Franz Marc, “Playing Dogs”, 1912, Oil on Canvas, Busch Reisinger Museum, Boston, Massachusetts
Franz Marc was born on February 8, 1880, in Munich. The son of a landscape painter, he decided to become an artist after a year of military service interrupted his plans to study philology. From 1900 to 1902 Marc studied at the Academy of Fine Arts in Munich with historical painter and teacher Gabriel Hackl and Wilhelm von Diez, a painter and illustrator of the Munich School.
In 1903 during a visit to France, Franz Marc was introduced to Japanese woodcuts and the work of the Impressionists in Paris. After suffering through three years of depression, Marc traveled again to Paris in 1907, where he responded enthusiastically to the work of Paul Gauguin, Vincent van Gogh, the Cubists, and the Expressionists. He was also impressed by the 1910 Henri Matisse exhibition he viewed in Munich.

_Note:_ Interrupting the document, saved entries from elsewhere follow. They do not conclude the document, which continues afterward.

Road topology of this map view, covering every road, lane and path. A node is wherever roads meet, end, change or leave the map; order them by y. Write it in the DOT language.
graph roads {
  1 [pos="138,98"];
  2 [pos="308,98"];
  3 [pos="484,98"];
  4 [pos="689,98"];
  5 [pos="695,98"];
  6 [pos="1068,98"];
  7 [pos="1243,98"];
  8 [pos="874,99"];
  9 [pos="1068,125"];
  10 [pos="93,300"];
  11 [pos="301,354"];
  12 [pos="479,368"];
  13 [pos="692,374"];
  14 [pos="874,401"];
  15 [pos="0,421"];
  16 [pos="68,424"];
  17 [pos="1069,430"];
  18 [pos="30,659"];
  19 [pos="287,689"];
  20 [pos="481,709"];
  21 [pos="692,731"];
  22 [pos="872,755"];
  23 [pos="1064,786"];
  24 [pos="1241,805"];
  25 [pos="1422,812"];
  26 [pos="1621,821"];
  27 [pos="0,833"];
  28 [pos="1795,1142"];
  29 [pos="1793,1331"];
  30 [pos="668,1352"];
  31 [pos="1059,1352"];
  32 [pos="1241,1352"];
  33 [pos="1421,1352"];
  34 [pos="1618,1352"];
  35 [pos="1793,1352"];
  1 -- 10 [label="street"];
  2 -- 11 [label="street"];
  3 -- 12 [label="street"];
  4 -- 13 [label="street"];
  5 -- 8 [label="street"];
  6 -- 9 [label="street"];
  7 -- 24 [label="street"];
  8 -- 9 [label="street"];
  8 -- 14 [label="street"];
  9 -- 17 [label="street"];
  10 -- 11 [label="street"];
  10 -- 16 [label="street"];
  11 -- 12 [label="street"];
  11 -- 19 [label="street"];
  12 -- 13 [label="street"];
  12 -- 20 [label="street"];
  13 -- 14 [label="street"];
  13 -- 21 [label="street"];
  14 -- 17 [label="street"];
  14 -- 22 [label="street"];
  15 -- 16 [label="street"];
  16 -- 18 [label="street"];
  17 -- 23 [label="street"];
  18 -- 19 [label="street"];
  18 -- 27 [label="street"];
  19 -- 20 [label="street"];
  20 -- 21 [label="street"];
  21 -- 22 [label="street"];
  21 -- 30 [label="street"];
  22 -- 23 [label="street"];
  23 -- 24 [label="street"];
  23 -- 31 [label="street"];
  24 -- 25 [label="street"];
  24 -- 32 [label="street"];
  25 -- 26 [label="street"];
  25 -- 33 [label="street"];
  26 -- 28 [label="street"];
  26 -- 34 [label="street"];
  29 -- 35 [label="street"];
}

In 1910 Marc’s first solo show was held at Kunsthandlung Brackl in Munich. At that time he met expressionist painter August Macke and the collector Bernhard Koehler. Marc was formally welcomed into the Neue Künstlervereinigung München (NKVM) early in 1911, when he met Vasily Kandinsky. After internal dissension split the NKVM, Marc and Kandinsky formed ‘Der Blaue Reiter’ (The Blue Rider) whose first exhibition took place in December 1911 at Heinrich Thannhauser’s Moderne Galerie in Munich.
Marc invited members of the Berlin Brücke group to participate in the second ‘Der Blaue Reiter ‘ show two months later at the Galerie Hans Goltz in Munich. When First World War broke out in August 1914, Marc immediately enlisted: during the war, he produced his “Sketchbook from the Field”, a collection of thirty-six small pencil drawings. Just a few months later, Franz Marc died on March 4, 1916, in Braquis, near Verdun-sur-Meuse, France.

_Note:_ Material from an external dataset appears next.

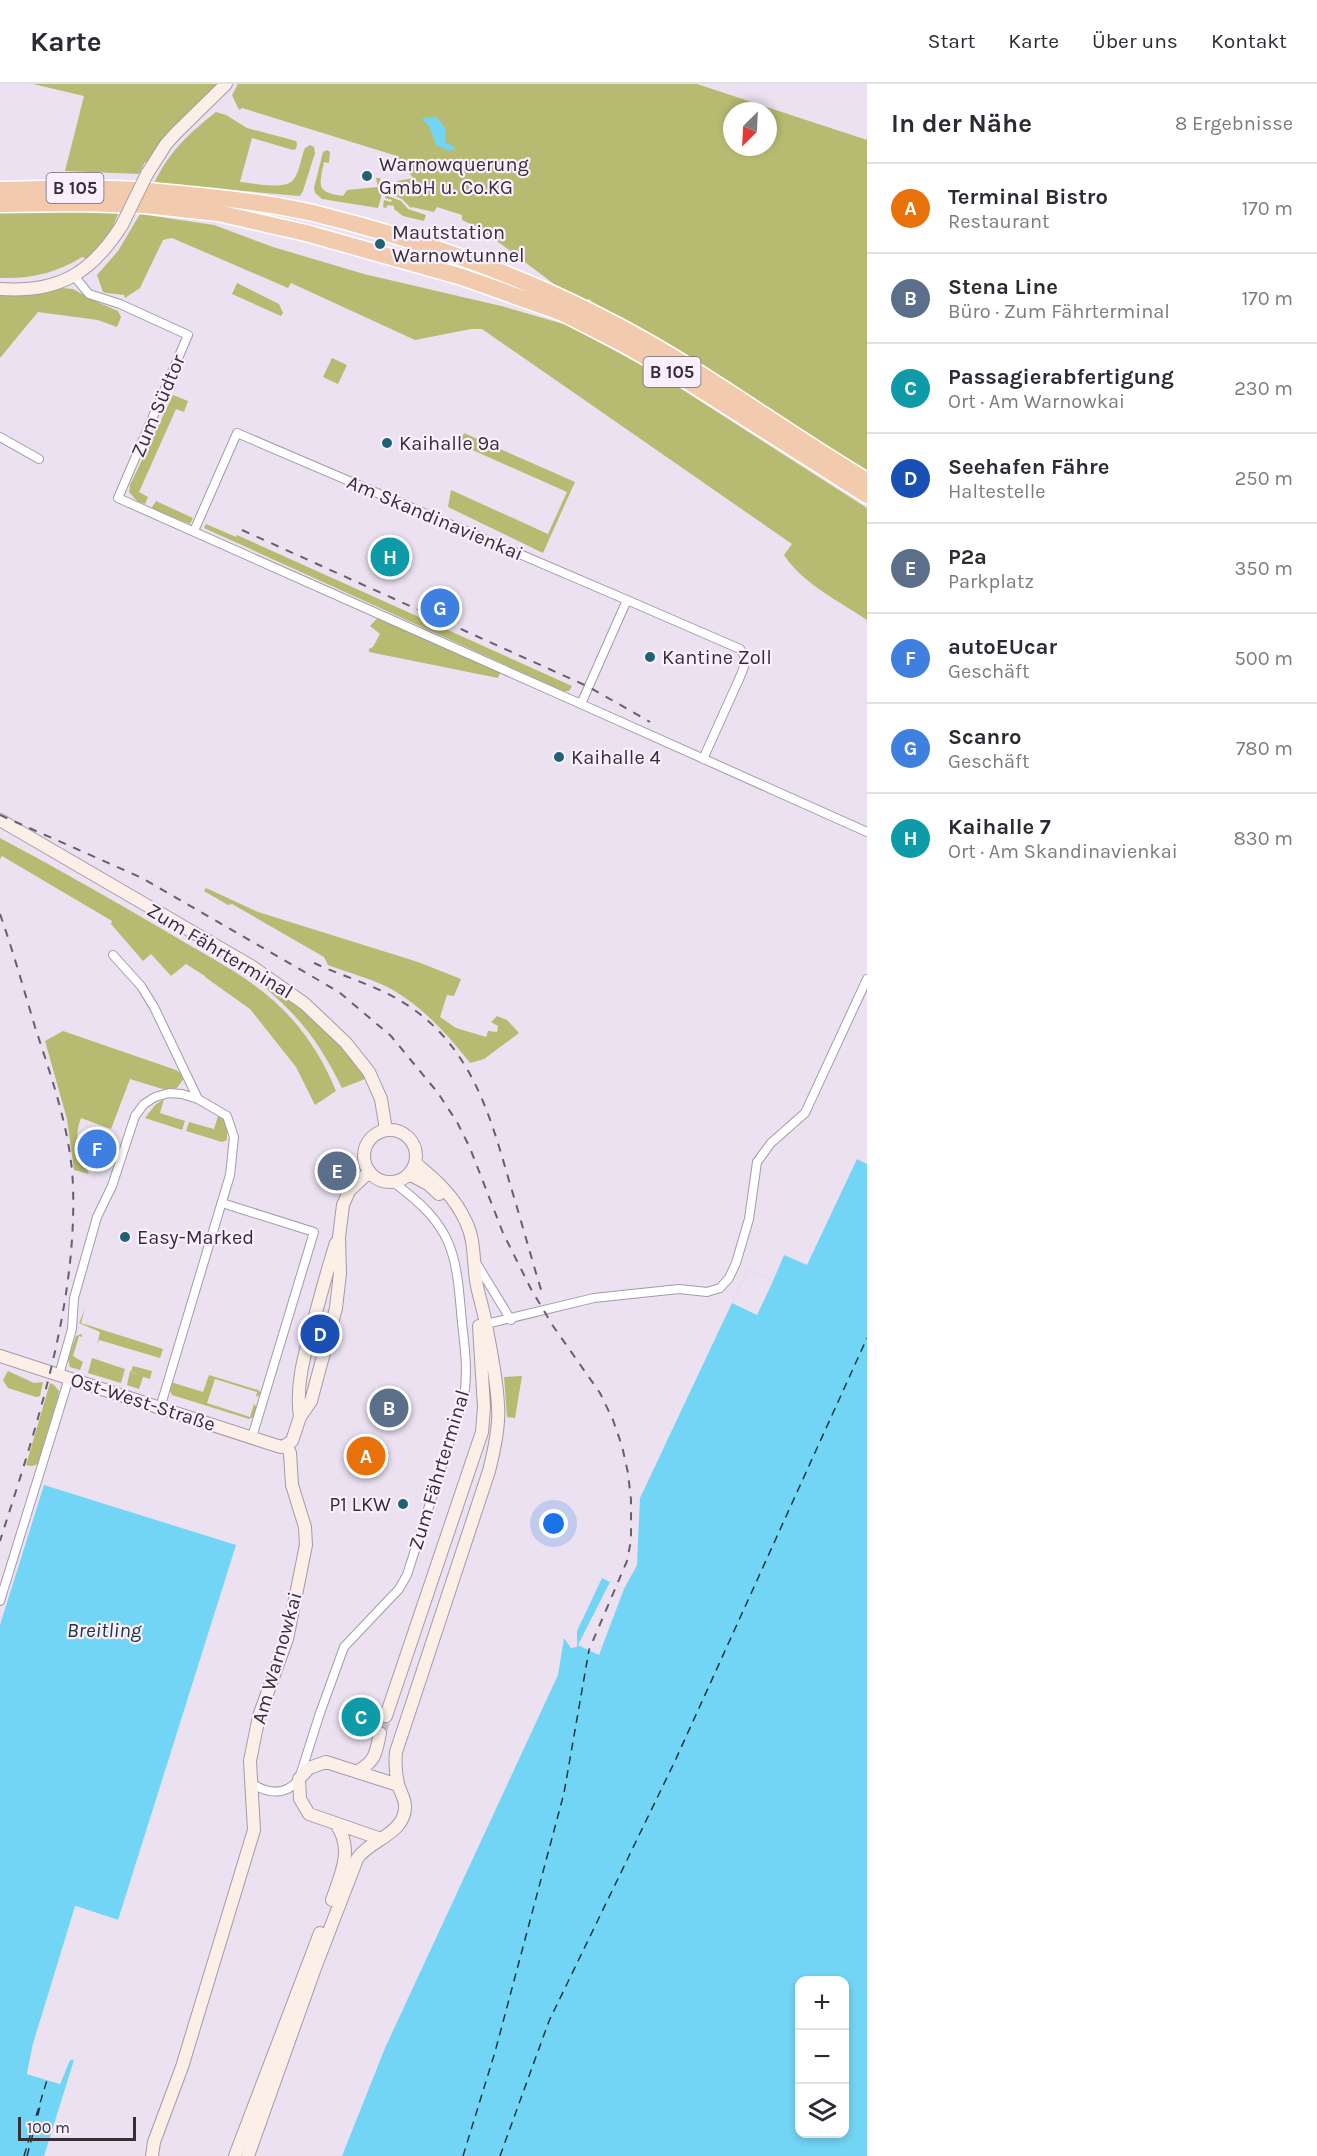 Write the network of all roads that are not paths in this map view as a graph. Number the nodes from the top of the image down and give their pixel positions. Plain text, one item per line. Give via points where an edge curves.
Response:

Franz Marc’s “Playing Dogs” was painted in 1912 when he was thirty-two years of age. This painting is an example of Franz Marc’s use of color and his move towards Cubism. A meeting with the artist Robert Delaunay that year had inspired Marc about the use of color in his work. He used bold colors in this painting such as blue, green, red and yellow throughout the background, coloring the playing dogs in contrast to accentuate them.